Потому оно продолжает существовать в виде известной кулуарности, выплескиваясь на страницы только специализированных изданий, да и то далеко не всегда. Так, скажем, публикация романа А. Наймана «Б. Б. и др.» вызвала довольно значительное количество печатных отзывов, касавшихся не только эстетической стороны этого произведения, но и его этических особенностей, что завершилось известной историей, о которой выразительно рассказал главный редактор издательства «Вагриус»: «Многие здесь присутствующие были в этом <2003 – Н. Б.> году на Франкфуртской ярмарке. Россия – почетный гость, выехало 140 писателей. Кто-нибудь отслеживал публикации? Смотрел на их направленность? На Франкфуртской книжной выставке-ярмарке было два события. Одно – исчезновение картины со стенда, а второе – дали по шее Анатолию Генриховичу Найману. Больше ничего на книжной выставке-ярмарке не было. А разве что-то еще было? А? Конечно, ничего не было!»9 Точно так же парижский книжный салон 2005 года запомнился исключительно инициированным «Литературной газетой» обсуждением, почему туда отправляется столько писателей, не русских по крови, да приемом в присутствии Путина.

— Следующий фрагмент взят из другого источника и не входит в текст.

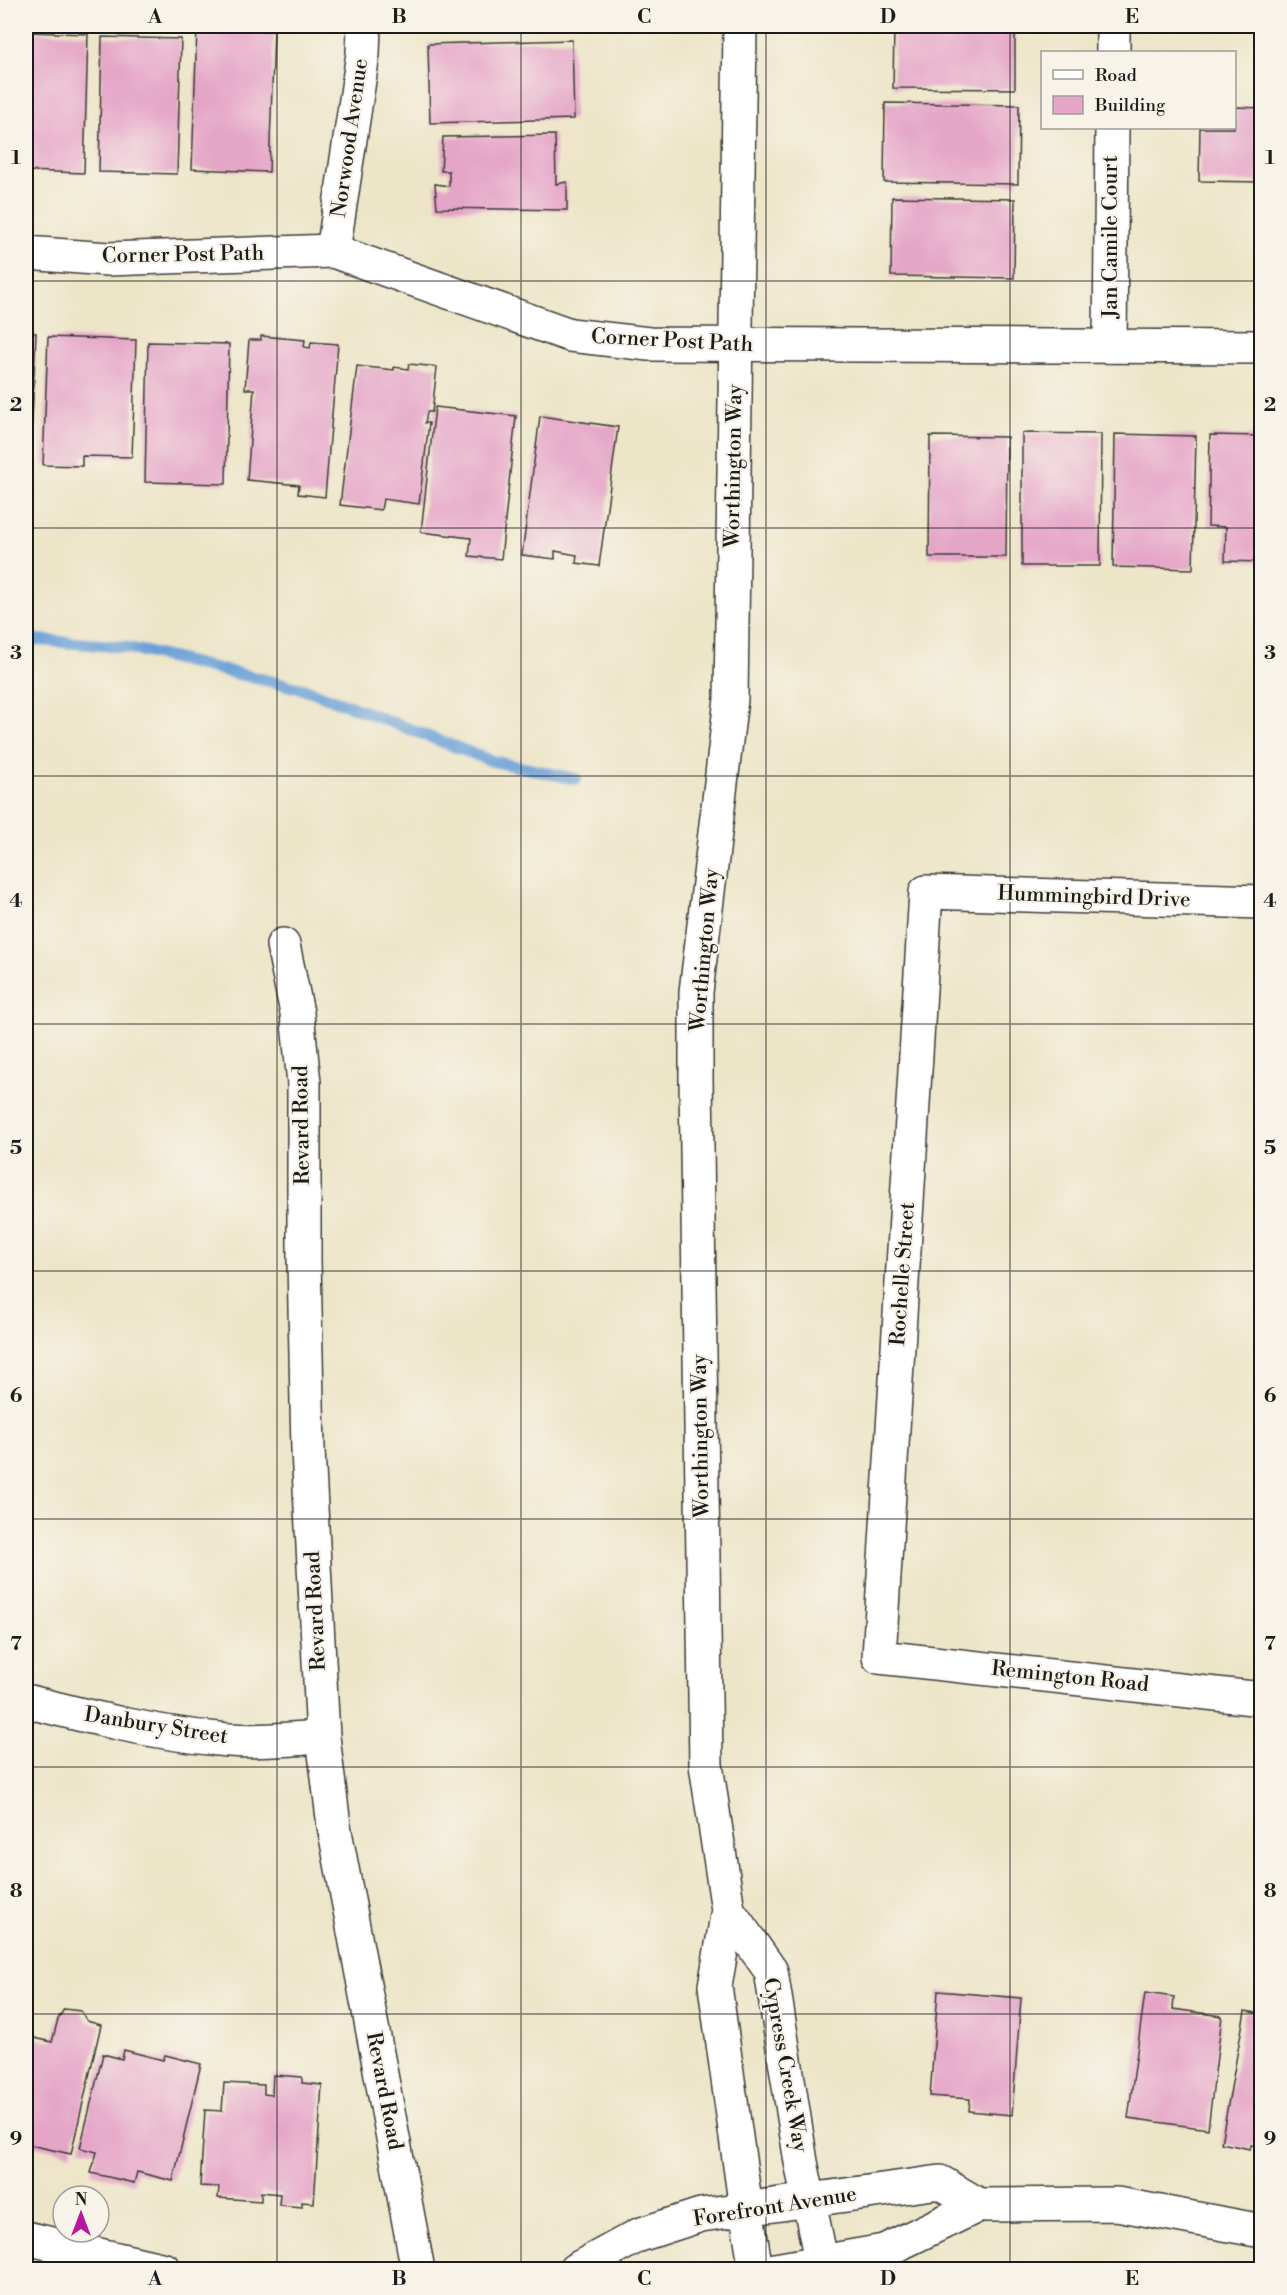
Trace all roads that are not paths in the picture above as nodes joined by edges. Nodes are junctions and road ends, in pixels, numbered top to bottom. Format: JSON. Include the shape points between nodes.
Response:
{"nodes":[{"id":1,"x":364,"y":26,"type":"edge"},
{"id":2,"x":740,"y":26,"type":"edge"},
{"id":3,"x":1113,"y":26,"type":"edge"},
{"id":4,"x":1113,"y":51,"type":"edge"},
{"id":5,"x":1112,"y":129,"type":"edge"},
{"id":6,"x":333,"y":251,"type":"junction"},
{"id":7,"x":26,"y":253,"type":"edge"},
{"id":8,"x":735,"y":346,"type":"junction"},
{"id":9,"x":1110,"y":346,"type":"junction"},
{"id":10,"x":1262,"y":347,"type":"edge"},
{"id":11,"x":926,"y":892,"type":"joint"},
{"id":12,"x":1262,"y":902,"type":"edge"},
{"id":13,"x":283,"y":945,"type":"dead end"},
{"id":14,"x":879,"y":1657,"type":"joint"},
{"id":15,"x":1262,"y":1699,"type":"edge"},
{"id":16,"x":26,"y":1701,"type":"edge"},
{"id":17,"x":323,"y":1737,"type":"junction"},
{"id":18,"x":728,"y":1911,"type":"junction"},
{"id":19,"x":809,"y":2200,"type":"junction"},
{"id":20,"x":979,"y":2205,"type":"junction"},
{"id":21,"x":746,"y":2209,"type":"junction"},
{"id":22,"x":1262,"y":2231,"type":"edge"},
{"id":23,"x":26,"y":2238,"type":"edge"},
{"id":24,"x":822,"y":2266,"type":"edge"},
{"id":25,"x":165,"y":2270,"type":"edge"},
{"id":26,"x":418,"y":2270,"type":"edge"},
{"id":27,"x":575,"y":2270,"type":"edge"},
{"id":28,"x":756,"y":2270,"type":"edge"},
{"id":29,"x":775,"y":2270,"type":"edge"}],
"edges":[{"from":1,"to":6,"type":"street","name":"Norwood Avenue"},
{"from":2,"to":8,"type":"street","name":"Worthington Way"},
{"from":3,"to":4,"type":"street"},
{"from":5,"to":9,"type":"street","name":"Jan Camile Court"},
{"from":6,"to":7,"type":"street","name":"Corner Post Path","via":[[108,259]]},
{"from":6,"to":8,"type":"street","name":"Corner Post Path","via":[[570,335],[649,344]]},
{"from":8,"to":9,"type":"street","name":"Corner Post Path"},
{"from":8,"to":18,"type":"street","name":"Worthington Way","via":[[731,699],[696,992],[706,1765]]},
{"from":9,"to":10,"type":"street","name":"Corner Post Path"},
{"from":11,"to":12,"type":"street","name":"Hummingbird Drive"},
{"from":11,"to":14,"type":"street","name":"Rochelle Street"},
{"from":13,"to":17,"type":"street","name":"Revard Road","via":[[297,1013],[304,1083],[308,1450]]},
{"from":14,"to":15,"type":"street","name":"Remington Road"},
{"from":16,"to":17,"type":"street","name":"Danbury Street","via":[[104,1721],[220,1740]]},
{"from":17,"to":26,"type":"street","name":"Revard Road","via":[[334,1826]]},
{"from":18,"to":19,"type":"street","name":"Cypress Creek Way","via":[[771,1971]]},
{"from":18,"to":21,"type":"street","via":[[715,1986]]},
{"from":19,"to":20,"type":"street","name":"Forefront Avenue","via":[[940,2182]]},
{"from":19,"to":21,"type":"street","name":"Forefront Avenue"},
{"from":19,"to":24,"type":"street","name":"Cypress Creek Way"},
{"from":20,"to":22,"type":"street","via":[[1117,2204]]},
{"from":20,"to":24,"type":"street","via":[[884,2252]]},
{"from":21,"to":27,"type":"street","name":"Forefront Avenue","via":[[701,2215],[639,2235]]},
{"from":21,"to":28,"type":"street"},
{"from":23,"to":25,"type":"street"},
{"from":24,"to":29,"type":"street"}]}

Вместе с тем существует довольно много проблем, где именно общественное мнение могло бы обладать значительным эффектом. Одна из историй такого рода, все же получивших некоторое освещение в печати, – история с предполагавшимися переводами стихов Туркменбаши и связанными с этим печальными историями – смертью поэтессы (параллельно с этим активно занимавшейся журналистской деятельностью) Татьяны Бек и скандалом вокруг имени редактора Журнала «Знамя» Сергея Чупринина. Не вдаваясь сейчас в подробности, которые нам известны далеко не в полной мере, следует все же сказать, что первопричиной всех этих серьезных обсуждений, на довольно продолжительное время занявших «литературную общественность», было именно мнение, и реакция самих действовавших лиц показывает это со всей очевидностью. Значительно менее известна история с повестью Семена Файбисовича «История болезни», которую отказывались печатать московские журналы и издательства, а после ее появления многие близкие и давние знакомые автора перестали подавать ему руку. Насколько нам известно, об этом ничего не было напечатано, да и в СМИ история не попала. Однако эффективность акции, кажется, была достаточно велика для всех участников.